Star you made me laugh out loud. I love your enthusiasm.
Star:
I am so excited for your next CR trip! My friends who live in Hawaii are going there next month on spring break. They have been there before and love it. I want to go sometime also.
A few of us in the May CR group joke around about eyelash vipers. They are called eyelash vipers because the scales over their eyes are spikey like lashes. We joke around about at least finding some false eyelash vipers. lol (*there is no such thing*)
It’s not just about snakes…I think looking in the jungle is exciting. It’s like looking for hidden treasures. The things you find in the woods here are pretty predictable.
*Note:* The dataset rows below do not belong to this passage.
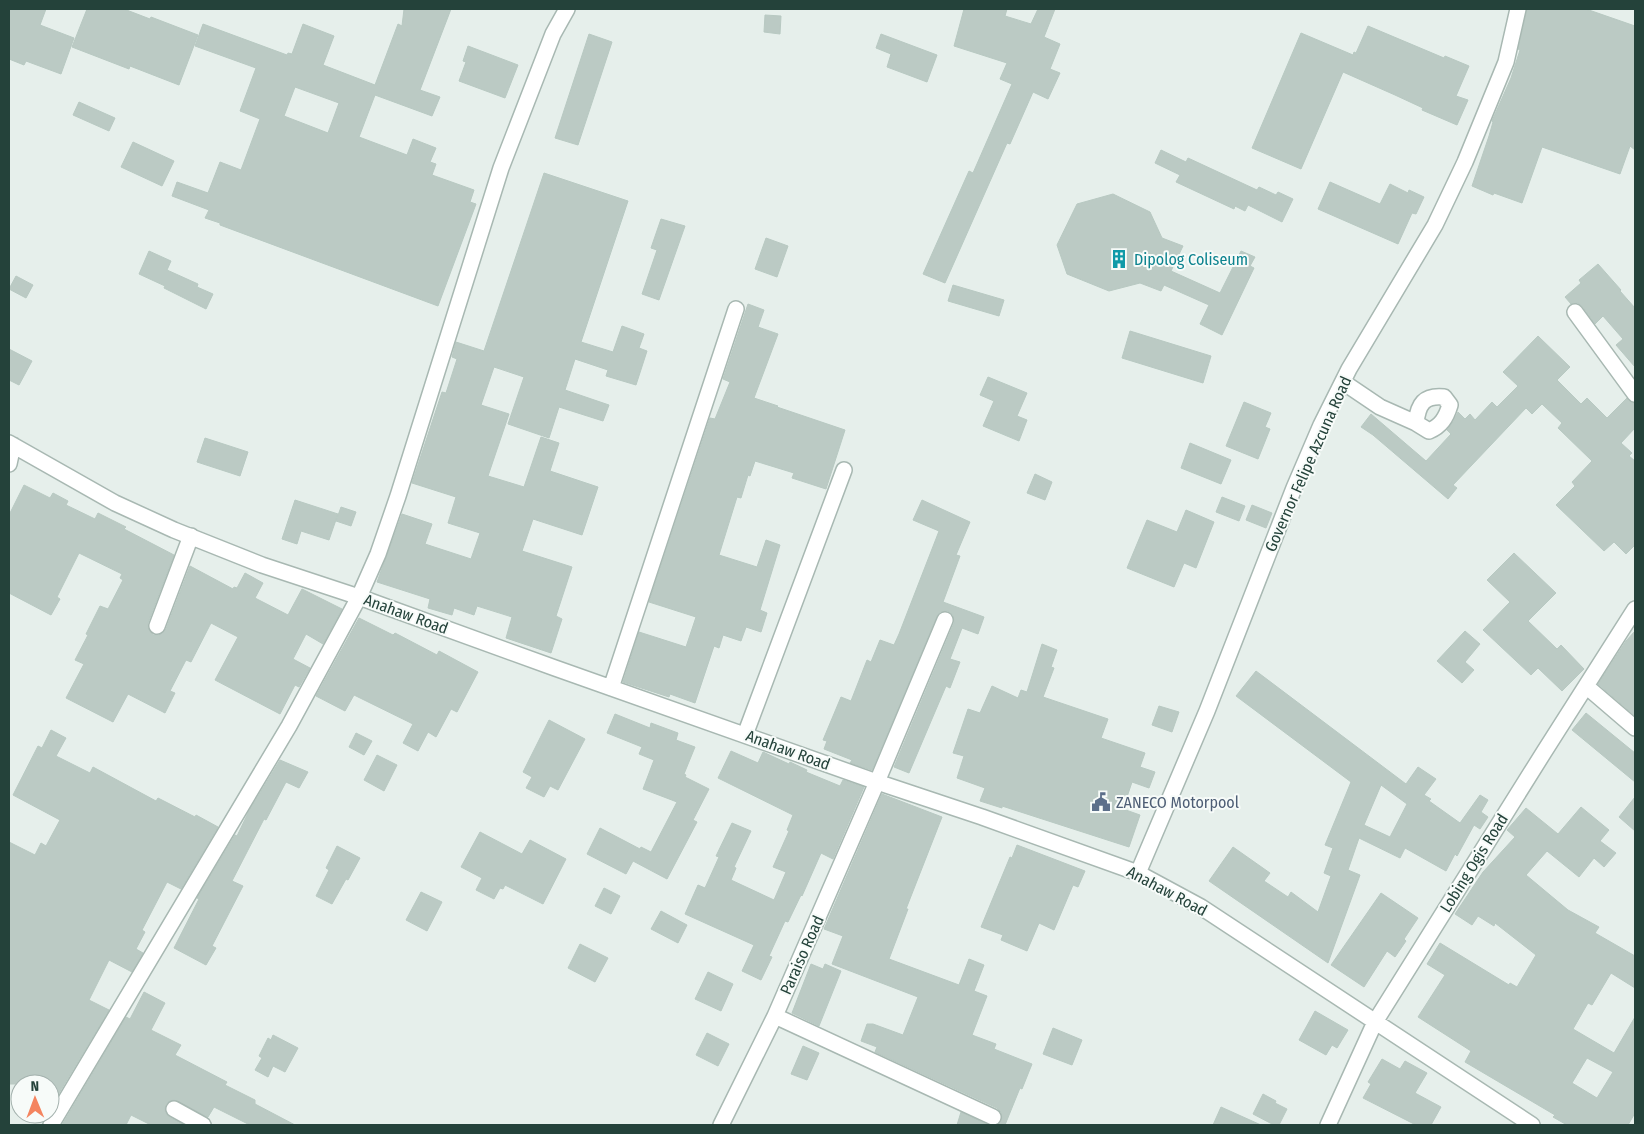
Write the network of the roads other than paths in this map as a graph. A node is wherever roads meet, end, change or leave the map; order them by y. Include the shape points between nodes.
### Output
1 (567, 9) edge
2 (1518, 9) edge
3 (736, 309) dead end
4 (1575, 312) dead end
5 (1343, 382) junction
6 (1635, 394) edge
7 (1416, 423) dead end
8 (11, 444) edge
9 (9, 464) edge
10 (844, 470) dead end
11 (190, 536) junction
12 (359, 597) junction
13 (1635, 609) edge
14 (945, 620) dead end
15 (157, 626) dead end
16 (1586, 686) junction
17 (611, 688) junction
18 (1635, 728) edge
19 (745, 735) junction
20 (877, 782) junction
21 (1138, 873) junction
22 (775, 1016) junction
23 (1375, 1022) junction
24 (174, 1109) dead end
25 (994, 1117) dead end
26 (51, 1125) edge
27 (203, 1125) edge
28 (720, 1125) edge
29 (1328, 1125) edge
30 (1532, 1125) edge

1 - 12 street via 553,34 501,168 398,496
2 - 5 street, Governor Felipe Azcuna Road via 1506,62 1466,162 1435,225
3 - 17 street
4 - 6 street
5 - 7 street via 1380,407
5 - 21 street, Governor Felipe Azcuna Road via 1294,488 1207,711
8 - 9 street
8 - 11 street, Anahaw Road via 115,503
10 - 19 street
11 - 12 street, Anahaw Road via 262,565
11 - 15 street
12 - 17 street, Anahaw Road
12 - 26 street via 288,726
13 - 16 street, Lobing Ogis Road
14 - 20 street, Paraiso Road
16 - 18 street
16 - 23 street, Lobing Ogis Road
17 - 19 street, Anahaw Road
19 - 20 street, Anahaw Road
20 - 21 street, Anahaw Road
20 - 22 street, Paraiso Road
21 - 23 street, Anahaw Road via 1201,907
22 - 25 street
22 - 28 street, Paraiso Road
23 - 29 street, Lobing Ogis Road
23 - 30 street, Anahaw Road
24 - 27 street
But out there you never know what you’ll find. Last time we did a hike at night and saw a 2-toed sloth and a kinkajou, both within photographing distance in the trees over a suspension bridge. Later that night we saw some giant tarantulas, a helmeted lizard, a poison dart frog, and a fer de lance 20 feet into the jungle. The fer de lance is the most common venomous snake of CR. It just sat there and looked at us, flicking its tongue. Adorable! I still get excited looking at the pictures I took myself from such a close distance. The trip will be more special this time because I already know most of the people in the group from last year, so we have our own private jokes.
Sorry for going off topic. It’s just hard to contain myself. 🙂 But anyway, this all started with my first trip there in 2010 when I was very depressed. It has led to more trips, to an entire year devoted to learning Spanish, a love affair that was possibly the most passionate of my life, and possibly a move there some day. This is why I say to anyone obsessing……just do something different – something you would not normally do. And see how it changes you.
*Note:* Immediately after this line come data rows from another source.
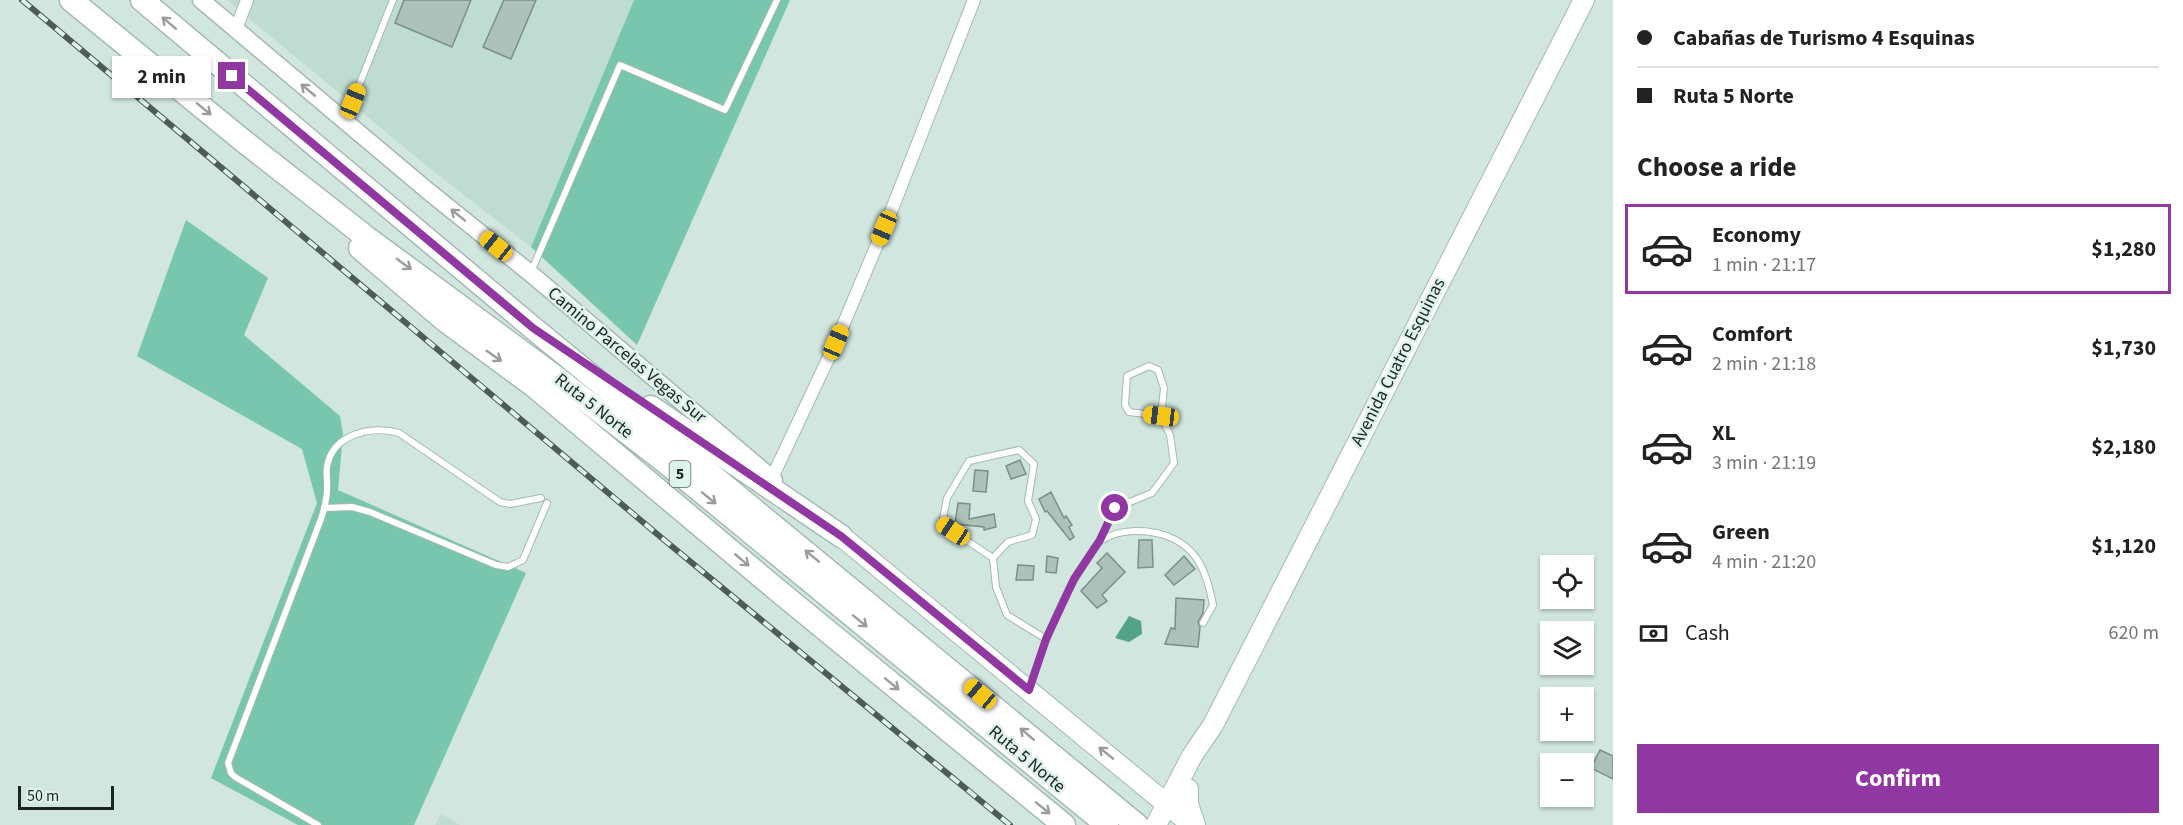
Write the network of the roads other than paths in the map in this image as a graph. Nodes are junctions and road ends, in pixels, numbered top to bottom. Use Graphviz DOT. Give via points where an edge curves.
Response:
graph roads {
  1 [pos="71,0"];
  2 [pos="141,0"];
  3 [pos="201,0"];
  4 [pos="248,0"];
  5 [pos="393,0"];
  6 [pos="777,0"];
  7 [pos="974,0"];
  8 [pos="1584,0"];
  9 [pos="236,29"];
  10 [pos="345,121"];
  11 [pos="241,139"];
  12 [pos="530,273"];
  13 [pos="533,328"];
  14 [pos="1161,416"];
  15 [pos="772,478"];
  16 [pos="541,498"];
  17 [pos="548,503"];
  18 [pos="324,508"];
  19 [pos="841,536"];
  20 [pos="1100,540"];
  21 [pos="993,558"];
  22 [pos="1203,623"];
  23 [pos="1046,639"];
  24 [pos="1029,690"];
  25 [pos="1213,725"];
  26 [pos="1186,766"];
  27 [pos="1135,777"];
  28 [pos="1188,789"];
  29 [pos="1171,813"];
  30 [pos="1122,820"];
  31 [pos="318,825"];
  32 [pos="1064,825"];
  33 [pos="1156,825"];
  34 [pos="1193,825"];
  1 -- 11 [label="highway, Ruta 5 Norte / 5, one-way"];
  13 -- 2 [label="highway, Ruta 5 Norte / 5, one-way"];
  3 -- 9 [label="street, Camino Parcelas Vegas Sur"];
  4 -- 9 [label="street"];
  5 -- 10 [label="lane"];
  6 -- 12 [label="lane" via="725,110 620,65"];
  7 -- 15 [label="street" via="849,312"];
  8 -- 25 [label="main road, Avenida Cuatro Esquinas"];
  10 -- 9 [label="street, Camino Parcelas Vegas Sur, one-way"];
  12 -- 10 [label="street, Camino Parcelas Vegas Sur, one-way"];
  11 -- 30 [label="highway, Ruta 5 Norte / 5, one-way" via="549,372"];
  11 -- 32 [label="highway, one-way" via="424,304 534,386"];
  12 -- 15 [label="street, Camino Parcelas Vegas Sur"];
  13 -- 19 [label="highway"];
  30 -- 13 [label="highway, Ruta 5 Norte / 5, one-way" via="910,636"];
  14 -- 14 [label="lane" via="1129,412 1125,405 1127,376 1149,366 1158,369 1164,388"];
  14 -- 20 [label="lane" via="1170,435 1174,463 1152,493 1115,508"];
  15 -- 19 [label="street, Camino Parcelas Vegas Sur"];
  16 -- 18 [label="lane" via="500,502 399,433 380,430 355,434 332,453 327,466"];
  17 -- 18 [label="lane" via="523,560 508,567 370,512"];
  18 -- 31 [label="lane" via="228,763 235,777"];
  19 -- 24 [label="main road, Camino Parcelas Vegas Sur"];
  20 -- 22 [label="lane" via="1129,530 1177,539 1194,555 1207,576 1213,605"];
  20 -- 23 [label="lane" via="1074,579"];
  21 -- 21 [label="lane" via="942,524 947,498 969,460 1019,450 1034,464 1028,501 1036,519 1032,535 1008,542"];
  21 -- 23 [label="lane" via="996,587 1007,615"];
  23 -- 24 [label="lane"];
  27 -- 24 [label="main road, Camino Parcelas Vegas Sur, one-way"];
  25 -- 26 [label="main road, Avenida Cuatro Esquinas"];
  25 -- 28 [label="main road, Avenida Cuatro Esquinas"];
  26 -- 27 [label="main road" via="1160,781"];
  26 -- 29 [label="main road, Avenida Cuatro Esquinas"];
  27 -- 29 [label="main road, Camino Parcelas Vegas Sur"];
  28 -- 29 [label="main road, Avenida Cuatro Esquinas"];
  28 -- 34 [label="main road"];
  29 -- 33 [label="main road, Avenida Cuatro Esquinas"];
  29 -- 34 [label="main road, Camino Parcelas Vegas Sur"];
}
Hey Star ~ My oldest spent two months going to school in CR – part of his Spanish class. He spent part of his senior year in college in Madrid, Spain. He speaks Spanish fluently and uses it all the time in his work. His job takes him all over the world, but he says CR was one of his favorite places. I remember he did not want to come home. I’ll have to ask him what city he was in, I’ve forgotten.
Sounds like you will really enjoy yourself in May. I am so happy for you.
I love when it rains in Costa Rica. The roofs are made of tin, so the rain makes an incredible amount of noise. It’s so third world. Love it.
Athena
Milo, I so envy your son. I wish I could have discovered CR when I was younger. It would have made more sense to move there before I started collecting animals and settling down. Seems like I’m always a few steps behind with my life choices. I’m kind of a late bloomer you might say.
And Athena, I love that sound, too! I also love the way plants grow out of the tops of roofs. And the iguanas…….so adorable, and everywhere! One of the things I miss the most is being waken up by roosters at 2am. I don’t know why but I grew to love it. Wow, the more I think about it, the more I am leaning toward just moving there.
Star
When I read what you write about CR, I get the sense that your time there was more than recovery from depression. It seems to me that you became more YOU there. YOU GREW. No wonder it has such a call for you. I want to encourage you to explore more of the same. I believe that the art of living is about becoming more US. Costa Rica is calling you. I’m looking for a way to the place that calls me, for the same reason. I feel more ME in such a place, a place I felt I belonged. What an incredibly special feeling.
ps do not think you are a late bloomer; what matters is you are not a TOOlate bloomer.